A second sustained debate concerns the relation between utilitarian moral judgments and moral intuitions. The Sidgwickian approach (the dominant tradition) treats moral intuitions as evidence to be weighed against theoretical considerations; the Singer-style approach gives more weight to theoretical considerations and less to intuitive resistance to utilitarian conclusions; the Williams-style critique (Bernard Williams's Utilitarianism: For and Against, 1973) argues that utilitarian conclusions that conflict with deep moral intuitions indicate defects in the theory rather than revisions to be adopted.
Third, the question of the demands of utilitarianism on the individual has been continuously debated. The impartiality requirement seems to require that moral agents give equal weight to the well-being of all individuals, which seems to require massive sacrifice of personal projects and relationships. The Williams-style critique argues that this undermines integrity; defenders argue that properly understood utilitarianism does not require such sacrifice.
Fourth, the question of the relation between utilitarianism and rights has been continuously contested. critics argue that utilitarianism cannot accommodate individual rights (since rights would constrain maximization of aggregate well-being even when violation would produce greater aggregate well-being). defenders argue that rules-based or indirect versions of utilitarianism can accommodate rights as constraints whose general observance maximizes aggregate well-being.

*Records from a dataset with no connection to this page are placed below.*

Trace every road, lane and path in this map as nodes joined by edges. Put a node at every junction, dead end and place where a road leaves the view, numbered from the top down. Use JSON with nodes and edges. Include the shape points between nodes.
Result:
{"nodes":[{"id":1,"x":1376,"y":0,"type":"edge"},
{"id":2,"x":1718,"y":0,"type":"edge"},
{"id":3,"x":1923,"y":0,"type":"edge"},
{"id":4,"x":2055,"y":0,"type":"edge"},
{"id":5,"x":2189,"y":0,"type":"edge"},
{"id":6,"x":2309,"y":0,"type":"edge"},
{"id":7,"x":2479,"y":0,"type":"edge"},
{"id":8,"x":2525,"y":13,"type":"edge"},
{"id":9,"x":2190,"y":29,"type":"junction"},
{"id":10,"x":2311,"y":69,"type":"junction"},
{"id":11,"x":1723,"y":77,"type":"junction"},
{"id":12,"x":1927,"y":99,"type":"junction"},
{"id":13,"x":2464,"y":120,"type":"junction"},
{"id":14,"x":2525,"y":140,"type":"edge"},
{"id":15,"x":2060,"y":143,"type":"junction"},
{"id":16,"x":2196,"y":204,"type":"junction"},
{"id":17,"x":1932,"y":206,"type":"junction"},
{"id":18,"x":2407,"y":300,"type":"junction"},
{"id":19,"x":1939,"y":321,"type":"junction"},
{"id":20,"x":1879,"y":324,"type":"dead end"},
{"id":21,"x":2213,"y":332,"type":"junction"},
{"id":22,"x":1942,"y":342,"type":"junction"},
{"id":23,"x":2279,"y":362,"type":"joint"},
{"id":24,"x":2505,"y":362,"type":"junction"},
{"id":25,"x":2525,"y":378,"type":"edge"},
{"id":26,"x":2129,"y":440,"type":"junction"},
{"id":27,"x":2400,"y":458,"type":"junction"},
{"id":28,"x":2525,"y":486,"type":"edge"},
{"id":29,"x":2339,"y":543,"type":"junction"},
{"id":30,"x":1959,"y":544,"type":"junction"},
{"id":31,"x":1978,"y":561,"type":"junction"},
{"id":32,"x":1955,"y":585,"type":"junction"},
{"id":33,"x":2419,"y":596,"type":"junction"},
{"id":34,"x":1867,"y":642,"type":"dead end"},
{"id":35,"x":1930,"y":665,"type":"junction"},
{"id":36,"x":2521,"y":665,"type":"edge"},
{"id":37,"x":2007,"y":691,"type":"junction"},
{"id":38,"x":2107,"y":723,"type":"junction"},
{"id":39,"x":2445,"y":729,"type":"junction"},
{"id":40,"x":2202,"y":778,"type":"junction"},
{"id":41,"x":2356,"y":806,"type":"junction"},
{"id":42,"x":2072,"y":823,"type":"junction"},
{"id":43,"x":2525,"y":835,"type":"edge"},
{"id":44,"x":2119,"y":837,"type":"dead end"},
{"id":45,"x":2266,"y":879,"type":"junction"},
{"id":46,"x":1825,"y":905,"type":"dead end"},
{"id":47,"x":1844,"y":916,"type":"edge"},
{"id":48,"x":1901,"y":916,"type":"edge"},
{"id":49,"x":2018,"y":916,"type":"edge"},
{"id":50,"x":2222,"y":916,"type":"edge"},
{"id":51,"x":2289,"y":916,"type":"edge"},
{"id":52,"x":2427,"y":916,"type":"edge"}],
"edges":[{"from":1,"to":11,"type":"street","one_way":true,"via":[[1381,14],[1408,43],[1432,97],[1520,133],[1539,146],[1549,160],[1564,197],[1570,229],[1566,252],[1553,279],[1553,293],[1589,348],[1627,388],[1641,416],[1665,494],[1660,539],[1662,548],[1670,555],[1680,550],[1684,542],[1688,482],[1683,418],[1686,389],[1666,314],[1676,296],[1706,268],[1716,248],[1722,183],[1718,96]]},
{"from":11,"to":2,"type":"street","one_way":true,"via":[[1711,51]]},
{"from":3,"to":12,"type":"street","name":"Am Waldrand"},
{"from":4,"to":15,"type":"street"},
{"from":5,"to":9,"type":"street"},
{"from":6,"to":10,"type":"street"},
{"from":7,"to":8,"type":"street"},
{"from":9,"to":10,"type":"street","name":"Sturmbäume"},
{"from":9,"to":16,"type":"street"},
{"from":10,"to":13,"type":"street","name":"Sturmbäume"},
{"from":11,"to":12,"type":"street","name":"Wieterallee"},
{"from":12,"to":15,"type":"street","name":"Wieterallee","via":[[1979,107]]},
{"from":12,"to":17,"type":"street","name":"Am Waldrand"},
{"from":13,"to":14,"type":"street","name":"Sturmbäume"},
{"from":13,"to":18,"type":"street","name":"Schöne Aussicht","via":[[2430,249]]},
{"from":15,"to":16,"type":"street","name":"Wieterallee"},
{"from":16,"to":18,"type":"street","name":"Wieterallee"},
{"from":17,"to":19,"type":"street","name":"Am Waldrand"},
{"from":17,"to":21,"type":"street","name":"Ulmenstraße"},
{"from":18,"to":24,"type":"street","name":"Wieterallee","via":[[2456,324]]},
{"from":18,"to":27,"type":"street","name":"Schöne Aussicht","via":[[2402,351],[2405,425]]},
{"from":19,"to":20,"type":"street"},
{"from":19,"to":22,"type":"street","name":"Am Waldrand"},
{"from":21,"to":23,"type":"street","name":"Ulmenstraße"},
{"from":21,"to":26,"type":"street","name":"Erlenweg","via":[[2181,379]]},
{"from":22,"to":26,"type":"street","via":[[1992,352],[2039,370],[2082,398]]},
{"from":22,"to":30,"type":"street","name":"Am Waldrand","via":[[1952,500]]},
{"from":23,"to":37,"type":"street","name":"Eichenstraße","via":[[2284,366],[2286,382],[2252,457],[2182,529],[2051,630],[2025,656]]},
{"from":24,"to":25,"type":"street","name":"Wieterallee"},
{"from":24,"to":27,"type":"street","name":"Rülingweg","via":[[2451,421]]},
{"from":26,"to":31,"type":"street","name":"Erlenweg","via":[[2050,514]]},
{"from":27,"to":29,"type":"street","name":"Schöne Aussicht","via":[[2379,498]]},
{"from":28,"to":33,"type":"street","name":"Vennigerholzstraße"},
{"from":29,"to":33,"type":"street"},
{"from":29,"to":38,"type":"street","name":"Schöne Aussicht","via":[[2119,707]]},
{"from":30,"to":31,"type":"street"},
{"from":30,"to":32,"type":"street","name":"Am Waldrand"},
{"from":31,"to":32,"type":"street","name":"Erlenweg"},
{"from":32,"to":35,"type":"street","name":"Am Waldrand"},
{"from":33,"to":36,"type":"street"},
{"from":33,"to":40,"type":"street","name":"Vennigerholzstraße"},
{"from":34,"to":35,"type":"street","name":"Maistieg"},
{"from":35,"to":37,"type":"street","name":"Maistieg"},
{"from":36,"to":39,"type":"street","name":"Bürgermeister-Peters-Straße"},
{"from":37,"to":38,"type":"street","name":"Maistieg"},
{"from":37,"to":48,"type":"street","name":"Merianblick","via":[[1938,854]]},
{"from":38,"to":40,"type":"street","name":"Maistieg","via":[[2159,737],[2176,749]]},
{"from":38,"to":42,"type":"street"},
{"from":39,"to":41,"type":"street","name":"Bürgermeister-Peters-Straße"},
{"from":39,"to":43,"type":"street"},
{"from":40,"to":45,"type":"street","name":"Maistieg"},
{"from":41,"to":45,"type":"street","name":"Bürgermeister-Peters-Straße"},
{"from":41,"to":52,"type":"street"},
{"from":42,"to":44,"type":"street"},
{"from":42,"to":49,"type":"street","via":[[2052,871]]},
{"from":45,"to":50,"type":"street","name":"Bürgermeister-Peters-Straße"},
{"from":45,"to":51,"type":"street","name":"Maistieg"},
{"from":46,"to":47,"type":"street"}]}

Fifth, the Parfitian developments in population ethics have produced new problems within the tradition. The Repugnant Conclusion, the Non-Identity Problem, the Mere Addition Paradox, and the related problems raise difficult questions about how utilitarian frameworks apply across changes in the number and identity of conscious beings.
Texts and transmission
Bentham's corpus has been edited through the Collected Works of Jeremy Bentham edited by the Bentham Project at University College London (begun 1968 and still in progress; new editions of works continue to appear). The Bentham Nachlass at UCL (digitized through the Transcribe Bentham crowdsourcing project) makes portions of the unpublished work available.
John Stuart Mill's corpus is gathered in the Collected Works of John Stuart Mill edited by John Robson (Toronto, 33 volumes, 1963–91), one of the standard scholarly editions. The Cambridge University Press editions of individual works (Utilitarianism, On Liberty, The Subjection of Women) anchor the pedagogical literature.
Sidgwick's Methods of Ethics has been continuously in print since its 1874 publication and is the foundational text of Anglo-American moral philosophy through the twentieth century. The seventh edition (1907, with revisions by Sidgwick before his death) is the standard text.
The twentieth-century utilitarian tradition has developed through Oxford and Cambridge moral philosophy. Hare's corpus (the Language of Morals, 1952; Freedom and Reason, 1963; Moral Thinking, 1981) shaped Oxford moral philosophy through the second half of the twentieth century. Smart's Australian tradition developed at the Australian National University. The recent developments through Singer (now at Princeton), Parfit (Oxford), and the effective altruism movement anchor contemporary utilitarian work.
The institutional transmission of utilitarianism has been through the Bentham Society, the Mill Society, the Utilitas journal (begun 1989), and the effective altruism organizations (GiveWell, 80,000 Hours, the Centre for Effective Altruism). The pedagogical literature is substantial; the Cambridge Companion to Utilitarianism (Eggleston and Miller, eds., 2014) anchors the introductory literature.
The moral and political philosophical tradition that takes the maximization of aggregate well-being as the foundation of moral and political evaluation.